▸ **Directions**:
Could you copy the whole listing below exactly as written?

▸ **Task inputs**:
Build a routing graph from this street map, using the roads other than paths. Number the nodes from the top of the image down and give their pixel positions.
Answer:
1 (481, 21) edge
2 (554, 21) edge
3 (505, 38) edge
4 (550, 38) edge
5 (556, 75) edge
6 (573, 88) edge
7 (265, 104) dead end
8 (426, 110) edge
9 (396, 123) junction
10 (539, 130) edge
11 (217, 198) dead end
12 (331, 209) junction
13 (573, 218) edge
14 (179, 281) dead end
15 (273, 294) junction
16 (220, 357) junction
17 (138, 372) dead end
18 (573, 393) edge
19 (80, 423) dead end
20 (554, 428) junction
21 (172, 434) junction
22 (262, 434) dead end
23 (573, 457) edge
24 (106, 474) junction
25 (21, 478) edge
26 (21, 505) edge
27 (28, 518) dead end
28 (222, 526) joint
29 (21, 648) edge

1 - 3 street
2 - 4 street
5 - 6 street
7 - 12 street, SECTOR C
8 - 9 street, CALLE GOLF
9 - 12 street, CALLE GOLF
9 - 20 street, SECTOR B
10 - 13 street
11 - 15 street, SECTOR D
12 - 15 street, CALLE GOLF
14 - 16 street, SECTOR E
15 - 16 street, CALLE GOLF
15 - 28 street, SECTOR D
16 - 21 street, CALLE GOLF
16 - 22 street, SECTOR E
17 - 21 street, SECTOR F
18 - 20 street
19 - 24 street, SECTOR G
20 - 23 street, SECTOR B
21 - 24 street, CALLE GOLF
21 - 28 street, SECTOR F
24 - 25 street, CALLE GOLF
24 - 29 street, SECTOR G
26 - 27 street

▸ **Reply**:
Build a routing graph from this street map, using the roads other than paths. Number the nodes from the top of the image down and give their pixel positions.
Answer:
1 (481, 21) edge
2 (554, 21) edge
3 (505, 38) edge
4 (550, 38) edge
5 (556, 75) edge
6 (573, 88) edge
7 (265, 104) dead end
8 (426, 110) edge
9 (396, 123) junction
10 (539, 130) edge
11 (217, 198) dead end
12 (331, 209) junction
13 (573, 218) edge
14 (179, 281) dead end
15 (273, 294) junction
16 (220, 357) junction
17 (138, 372) dead end
18 (573, 393) edge
19 (80, 423) dead end
20 (554, 428) junction
21 (172, 434) junction
22 (262, 434) dead end
23 (573, 457) edge
24 (106, 474) junction
25 (21, 478) edge
26 (21, 505) edge
27 (28, 518) dead end
28 (222, 526) joint
29 (21, 648) edge

1 - 3 street
2 - 4 street
5 - 6 street
7 - 12 street, SECTOR C
8 - 9 street, CALLE GOLF
9 - 12 street, CALLE GOLF
9 - 20 street, SECTOR B
10 - 13 street
11 - 15 street, SECTOR D
12 - 15 street, CALLE GOLF
14 - 16 street, SECTOR E
15 - 16 street, CALLE GOLF
15 - 28 street, SECTOR D
16 - 21 street, CALLE GOLF
16 - 22 street, SECTOR E
17 - 21 street, SECTOR F
18 - 20 street
19 - 24 street, SECTOR G
20 - 23 street, SECTOR B
21 - 24 street, CALLE GOLF
21 - 28 street, SECTOR F
24 - 25 street, CALLE GOLF
24 - 29 street, SECTOR G
26 - 27 street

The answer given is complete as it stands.